Warnings and precautions of I-R are similar to those associated with other carbapenem antibiotics. Although not observed in those receiving I-R, adverse reactions may include seizures, states of confusion, and myoclonus due to imipenem.13 It is unknown if relebactam alone exhibits specific adverse events. Concomitant use with valproic acid formulations can significantly decrease valproic acid concentrations, possibly leading to seizures.13,50 Ganciclovir should not be used concomitantly with I-R as generalized seizures have been reported with its use with imipenem. The most commonly reported adverse events the two phase 2 clinical trials that occurred at a rate of ≥3% were diarrhea, nausea, vomiting, headaches, elevated alanine aminotransferases, and elevated aspartate aminotransferases.45,46 In the RESTORE-IMI 1 trial, drug-related adverse events that were reported included decreased creatinine clearance, hyperglycemia, infusion site erythema, and pyrexia.47 In the RESTORE-IMI 2 trial, the most frequently reported drug-related adverse events were diarrhea, increased alanine aminotransferase, and increased aspartate aminotransferase.49

Place in Therapy

The novel beta-lactam/beta-lactamases inhibitor combinations have overlapping spectra and utility, but there are differences between them. Costs and prudent prescribing practices currently prohibit any of these drugs from “workhorse” roles, leaving them to serve niches of resistant bacteria. The role of I-R is primarily against carbapenem-resistant strains of Pseudomonas aeruginosa and Enterobacterales. It has a spectrum of activity for resistant Gram-negative organisms that is most similar to ceftazidime-avibactam, but may be active against some Klebsiella pneumoniae and Pseudomonas aeruginosa that are resistant to this drug. However, ceftazidime-avibactam is the only combination with activity against class D OXA-48 type producing organisms.31 Ceftolozane-tazobactam is a combination that is also active against multidrug-resistant Pseudomonas aeruginosa isolates and has been used to treat these infections successfully.51 Ceftolozane-tazobactam resistance occurs and it will be interesting to see how often I-R is active against these isolates.52

Meropenem-vaborbactam has attractive activity and data for CRE infections, but vaborbactam has only minor effects on the activity of meropenem in carbapenem-resistant P. aeruginosa.53,54 None of the available beta-lactam/beta-lactamase inhibitor combinations alone are active against MBL-producing Enterobacterales. Aztreonam is not hydrolyzed by MBLs, but aztreonam is hydrolyzed by the beta-lactamases that are often co-produced with MBLs.55 To overcome these mechanisms of resistance, a combination of aztreonam and beta-lactamase/beta-lactamase inhibitors has been explored. This combination of aztreonam and ceftazidime-avibactam has been shown to be highly synergistic against NDM-producing Enterobacterales.56,57 It is unknown whether I-R in combination with aztreonam would exhibit activity against MBL-producing Enterobacterales.

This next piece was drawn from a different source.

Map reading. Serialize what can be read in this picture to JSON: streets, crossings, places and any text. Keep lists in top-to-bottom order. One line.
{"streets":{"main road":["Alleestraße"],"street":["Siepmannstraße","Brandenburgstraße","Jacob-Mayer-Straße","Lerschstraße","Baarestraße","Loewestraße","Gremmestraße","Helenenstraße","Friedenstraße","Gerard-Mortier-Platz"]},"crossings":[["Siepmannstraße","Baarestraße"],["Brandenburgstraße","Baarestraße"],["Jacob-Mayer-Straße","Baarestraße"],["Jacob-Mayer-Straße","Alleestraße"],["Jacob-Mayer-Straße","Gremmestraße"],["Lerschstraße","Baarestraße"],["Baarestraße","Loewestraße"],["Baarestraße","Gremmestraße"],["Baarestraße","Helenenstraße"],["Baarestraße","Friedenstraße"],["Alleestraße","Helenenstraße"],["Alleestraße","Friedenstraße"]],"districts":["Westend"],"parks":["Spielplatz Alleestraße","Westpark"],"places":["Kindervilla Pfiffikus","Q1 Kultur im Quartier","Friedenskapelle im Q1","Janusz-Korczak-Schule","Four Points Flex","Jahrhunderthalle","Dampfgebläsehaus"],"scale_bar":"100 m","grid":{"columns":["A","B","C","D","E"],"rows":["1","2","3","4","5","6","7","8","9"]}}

Compared to other beta-lactam/beta-lactamase inhibitor combinations, dosing frequency of I-R is more frequent than other antibiotics discussed such as meropenem-vaborbactam and ceftazidime-avibactam. Although dosing frequency is more often, the duration of infusion of I-R is only 30 minutes compared to two hours with meropenem-vaborbactam.13,58 The imipenem-backbone of I-R has an attendant risk of seizures compared to other beta-lactam/beta-lactamase inhibitor combinations.

There are multiple novel beta-lactamase inhibitors that are under development and have been described elsewhere in the literature. These include nacubactam (formerly RG6080 and OP05095), zidebactam (formerly WXK5107) taniborbactam (formerly VNRX-5133), enmetazobactam (formerly AAI-101), durlobactam (formerly ETX-2514), and QPX-7728.59–64 These may represent future alternative treatment options given the increase in resistant gram-negative infections.

Conclusion

The in vitro and clinical data of I-R support its role in the treatment of various multidrug-resistant gram-negative infections. It has activity against multidrug-resistant P. aeruginosa and carbapenem-resistant Enterobacterales that possess class A carbapenemases. I-R is not useful for infections due to pathogens with class B metallo-beta-lactamases or class D OXA-48 type carbapenemases. Clinical data suggests I-R is well tolerated. I-R is an alternative agent for the treatment of gram-negative resistant infections.

Disclosure

Toni A. Campanella reports no conflicts of interest in this work.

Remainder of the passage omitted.